[[ GIVEN DATA, beginning ]]

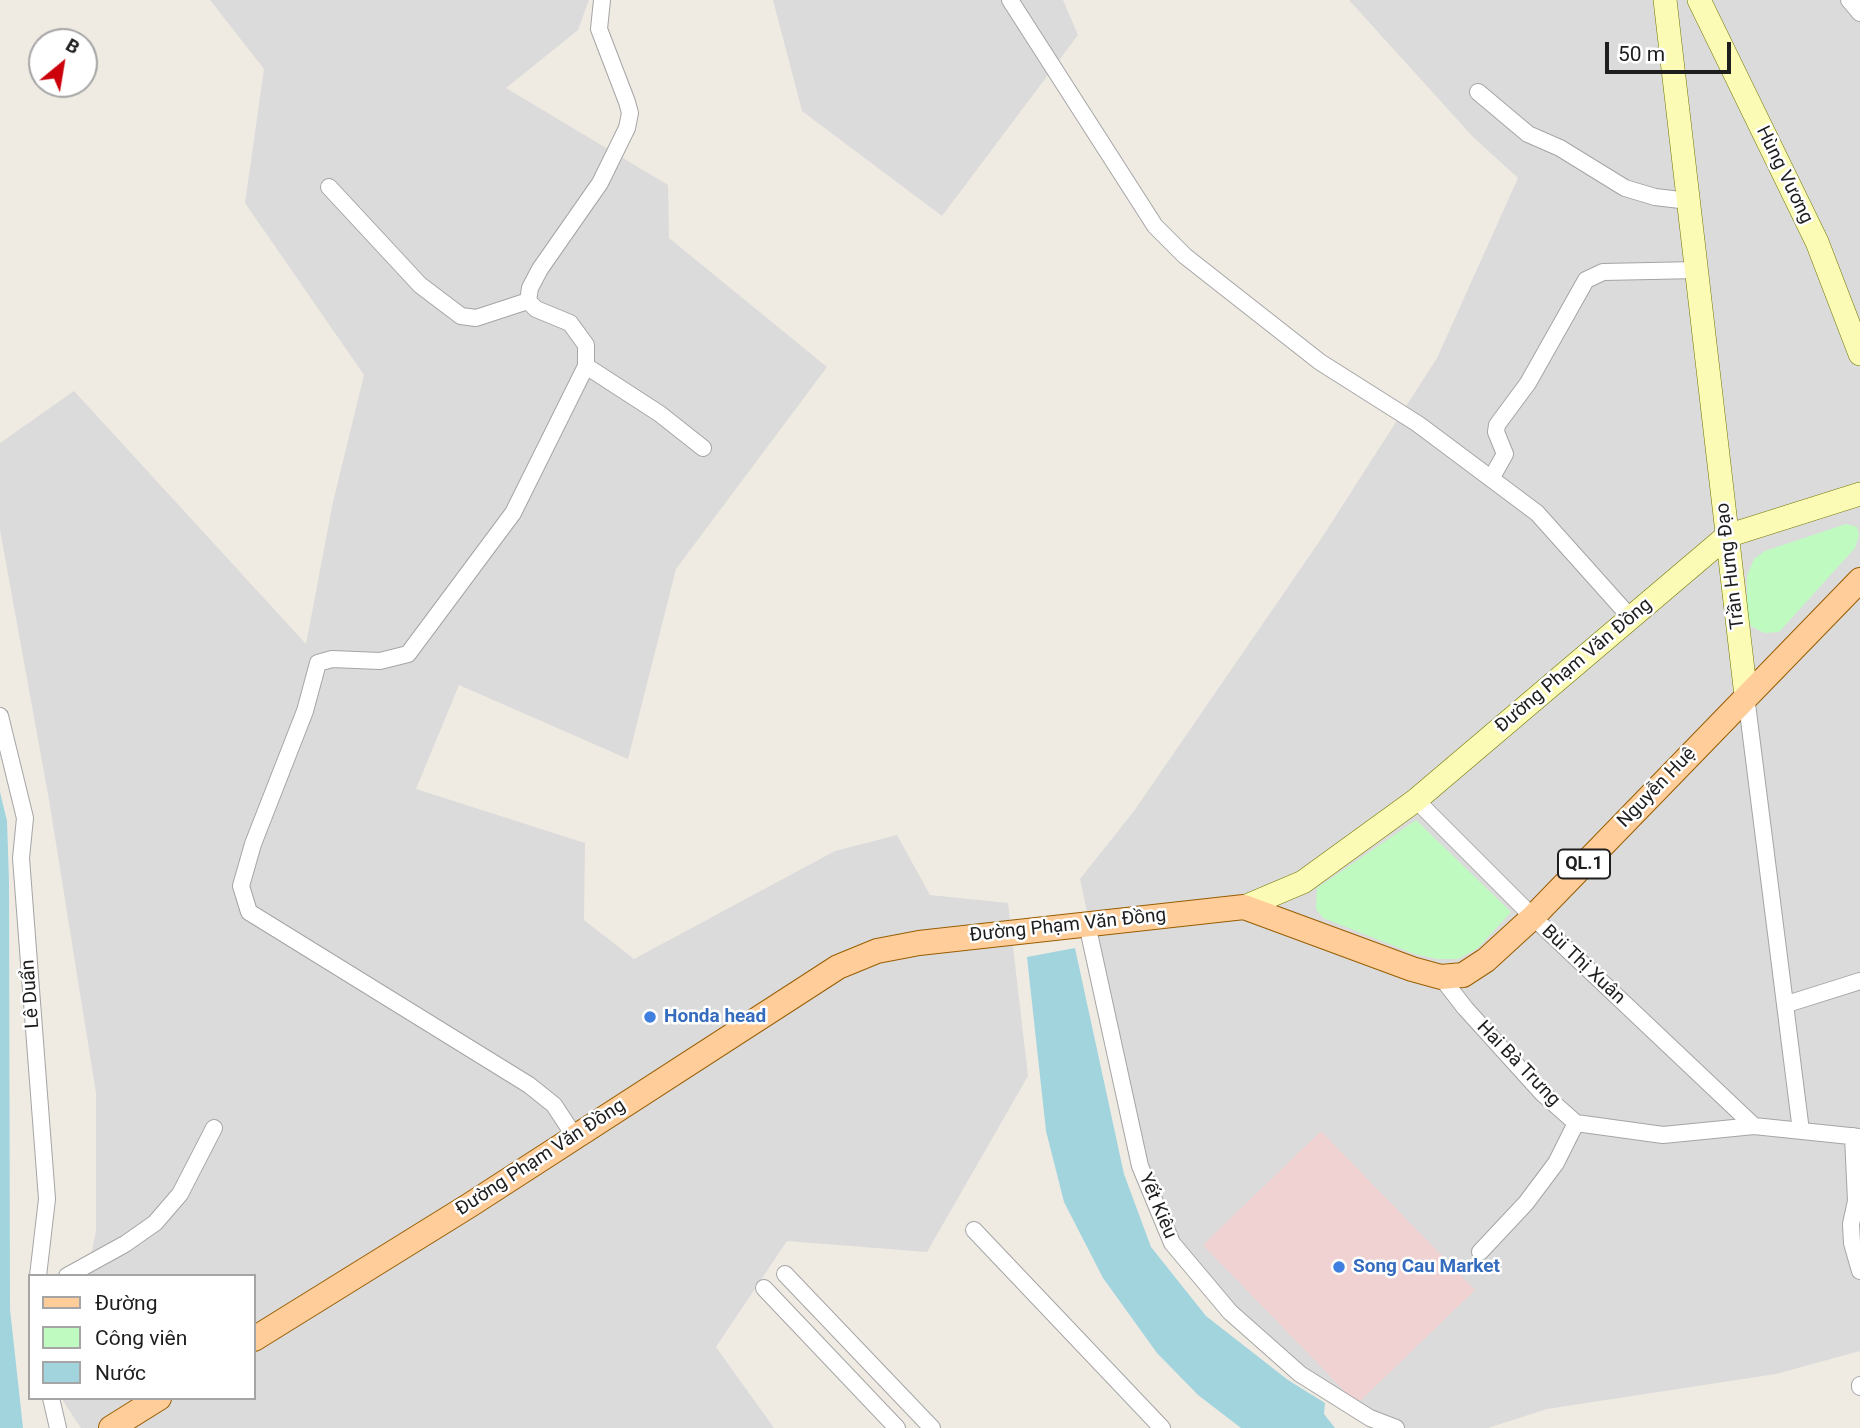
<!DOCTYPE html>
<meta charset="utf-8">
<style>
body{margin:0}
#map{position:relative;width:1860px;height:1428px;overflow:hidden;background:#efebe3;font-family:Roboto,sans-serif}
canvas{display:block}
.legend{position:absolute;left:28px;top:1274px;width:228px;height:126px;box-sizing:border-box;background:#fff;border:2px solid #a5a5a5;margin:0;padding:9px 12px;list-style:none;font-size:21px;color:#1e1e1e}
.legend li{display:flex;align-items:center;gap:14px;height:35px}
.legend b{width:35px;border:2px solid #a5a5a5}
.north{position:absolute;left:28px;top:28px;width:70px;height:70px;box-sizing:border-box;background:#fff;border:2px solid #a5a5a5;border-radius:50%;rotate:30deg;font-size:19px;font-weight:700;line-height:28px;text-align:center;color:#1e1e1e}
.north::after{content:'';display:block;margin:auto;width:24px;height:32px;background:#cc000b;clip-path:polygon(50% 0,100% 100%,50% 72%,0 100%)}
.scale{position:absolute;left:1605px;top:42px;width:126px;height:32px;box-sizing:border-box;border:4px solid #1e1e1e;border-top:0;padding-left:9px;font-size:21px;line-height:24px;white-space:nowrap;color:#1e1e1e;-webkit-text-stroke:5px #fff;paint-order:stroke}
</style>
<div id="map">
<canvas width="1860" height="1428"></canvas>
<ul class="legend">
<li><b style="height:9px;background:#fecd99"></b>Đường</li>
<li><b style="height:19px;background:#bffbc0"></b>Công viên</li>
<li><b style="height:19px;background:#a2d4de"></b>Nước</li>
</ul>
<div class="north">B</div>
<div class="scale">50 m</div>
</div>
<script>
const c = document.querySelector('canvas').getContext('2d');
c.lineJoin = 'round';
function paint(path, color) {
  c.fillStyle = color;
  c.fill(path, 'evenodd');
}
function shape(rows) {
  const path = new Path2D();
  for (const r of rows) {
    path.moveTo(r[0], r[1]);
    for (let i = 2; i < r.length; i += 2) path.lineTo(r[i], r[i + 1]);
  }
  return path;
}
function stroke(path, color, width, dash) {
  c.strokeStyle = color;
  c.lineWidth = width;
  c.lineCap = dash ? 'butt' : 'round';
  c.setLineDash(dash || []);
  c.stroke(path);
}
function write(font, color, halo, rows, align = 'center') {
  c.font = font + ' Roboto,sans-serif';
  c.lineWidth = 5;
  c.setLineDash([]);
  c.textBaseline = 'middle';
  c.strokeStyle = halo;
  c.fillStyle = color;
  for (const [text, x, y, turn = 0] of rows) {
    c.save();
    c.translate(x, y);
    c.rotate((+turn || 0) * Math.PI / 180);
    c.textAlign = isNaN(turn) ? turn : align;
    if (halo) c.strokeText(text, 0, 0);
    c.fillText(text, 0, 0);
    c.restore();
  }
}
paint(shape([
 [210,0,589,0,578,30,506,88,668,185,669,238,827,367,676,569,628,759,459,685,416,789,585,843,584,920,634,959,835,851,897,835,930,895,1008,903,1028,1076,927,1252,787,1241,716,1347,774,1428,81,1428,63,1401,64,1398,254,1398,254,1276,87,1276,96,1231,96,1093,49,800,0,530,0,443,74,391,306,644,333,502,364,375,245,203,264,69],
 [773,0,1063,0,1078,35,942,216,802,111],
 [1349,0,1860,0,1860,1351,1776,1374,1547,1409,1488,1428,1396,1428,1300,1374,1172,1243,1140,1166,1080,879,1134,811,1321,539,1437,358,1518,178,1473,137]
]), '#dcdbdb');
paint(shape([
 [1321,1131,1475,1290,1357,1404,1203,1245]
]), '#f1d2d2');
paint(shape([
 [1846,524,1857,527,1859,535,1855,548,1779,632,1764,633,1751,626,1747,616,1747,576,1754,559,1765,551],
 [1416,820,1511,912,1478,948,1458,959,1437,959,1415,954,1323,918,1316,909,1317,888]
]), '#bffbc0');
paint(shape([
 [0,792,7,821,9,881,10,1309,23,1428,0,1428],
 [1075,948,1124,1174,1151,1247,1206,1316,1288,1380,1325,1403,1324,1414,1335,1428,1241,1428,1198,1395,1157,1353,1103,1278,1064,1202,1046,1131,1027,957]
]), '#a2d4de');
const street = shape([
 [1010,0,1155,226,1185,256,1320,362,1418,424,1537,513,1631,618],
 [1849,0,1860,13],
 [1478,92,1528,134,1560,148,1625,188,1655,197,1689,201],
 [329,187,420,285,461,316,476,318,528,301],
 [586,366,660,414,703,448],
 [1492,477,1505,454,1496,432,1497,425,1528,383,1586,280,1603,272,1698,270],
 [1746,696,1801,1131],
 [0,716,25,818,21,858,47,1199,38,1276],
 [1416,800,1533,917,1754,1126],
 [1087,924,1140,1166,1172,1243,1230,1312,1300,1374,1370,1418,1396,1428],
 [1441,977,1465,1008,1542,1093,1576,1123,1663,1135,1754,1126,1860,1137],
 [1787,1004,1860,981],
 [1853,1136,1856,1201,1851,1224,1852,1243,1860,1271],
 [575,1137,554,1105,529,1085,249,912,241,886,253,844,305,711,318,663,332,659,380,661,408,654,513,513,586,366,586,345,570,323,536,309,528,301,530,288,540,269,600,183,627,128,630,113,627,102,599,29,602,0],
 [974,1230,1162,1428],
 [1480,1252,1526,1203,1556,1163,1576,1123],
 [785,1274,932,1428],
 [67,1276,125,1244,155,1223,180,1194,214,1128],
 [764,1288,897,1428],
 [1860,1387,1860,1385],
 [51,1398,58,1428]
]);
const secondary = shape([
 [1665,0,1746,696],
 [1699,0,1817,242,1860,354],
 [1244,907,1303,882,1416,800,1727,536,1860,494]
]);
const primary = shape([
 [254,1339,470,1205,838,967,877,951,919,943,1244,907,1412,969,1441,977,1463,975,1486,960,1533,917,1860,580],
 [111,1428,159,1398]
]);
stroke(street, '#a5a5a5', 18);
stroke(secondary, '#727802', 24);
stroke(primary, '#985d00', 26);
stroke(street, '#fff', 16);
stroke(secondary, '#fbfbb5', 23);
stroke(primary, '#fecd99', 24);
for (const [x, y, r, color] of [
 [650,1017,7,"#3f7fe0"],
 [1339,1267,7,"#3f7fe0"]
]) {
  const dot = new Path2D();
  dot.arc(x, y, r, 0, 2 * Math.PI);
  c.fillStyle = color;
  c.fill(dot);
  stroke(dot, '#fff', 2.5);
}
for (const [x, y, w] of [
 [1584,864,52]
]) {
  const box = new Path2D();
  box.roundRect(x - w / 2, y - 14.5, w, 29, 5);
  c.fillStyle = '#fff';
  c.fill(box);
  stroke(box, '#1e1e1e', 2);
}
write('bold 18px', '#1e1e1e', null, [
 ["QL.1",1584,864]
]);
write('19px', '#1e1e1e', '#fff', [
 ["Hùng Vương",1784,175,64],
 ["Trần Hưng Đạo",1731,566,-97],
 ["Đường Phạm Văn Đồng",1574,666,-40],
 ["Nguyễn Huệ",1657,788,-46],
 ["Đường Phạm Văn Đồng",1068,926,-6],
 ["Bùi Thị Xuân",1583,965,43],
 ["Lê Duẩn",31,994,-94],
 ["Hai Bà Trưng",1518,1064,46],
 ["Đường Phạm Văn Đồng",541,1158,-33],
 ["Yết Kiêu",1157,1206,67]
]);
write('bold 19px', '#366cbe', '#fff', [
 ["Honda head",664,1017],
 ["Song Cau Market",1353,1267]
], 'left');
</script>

[[ GIVEN DATA, end ]]

## EXERCISE INSTRUCTIONS
Exactly as written, please give again the lines from the beginning of the listing through the line containing "0,100% 100%,50% 72%,0", inclusive, without any pictures.

## ANSWER BOX
<!DOCTYPE html>
<meta charset="utf-8">
<style>
body{margin:0}
#map{position:relative;width:1860px;height:1428px;overflow:hidden;background:#efebe3;font-family:Roboto,sans-serif}
canvas{display:block}
.legend{position:absolute;left:28px;top:1274px;width:228px;height:126px;box-sizing:border-box;background:#fff;border:2px solid #a5a5a5;margin:0;padding:9px 12px;list-style:none;font-size:21px;color:#1e1e1e}
.legend li{display:flex;align-items:center;gap:14px;height:35px}
.legend b{width:35px;border:2px solid #a5a5a5}
.north{position:absolute;left:28px;top:28px;width:70px;height:70px;box-sizing:border-box;background:#fff;border:2px solid #a5a5a5;border-radius:50%;rotate:30deg;font-size:19px;font-weight:700;line-height:28px;text-align:center;color:#1e1e1e}
.north::after{content:'';display:block;margin:auto;width:24px;height:32px;background:#cc000b;clip-path:polygon(50% 0,100% 100%,50% 72%,0 100%)}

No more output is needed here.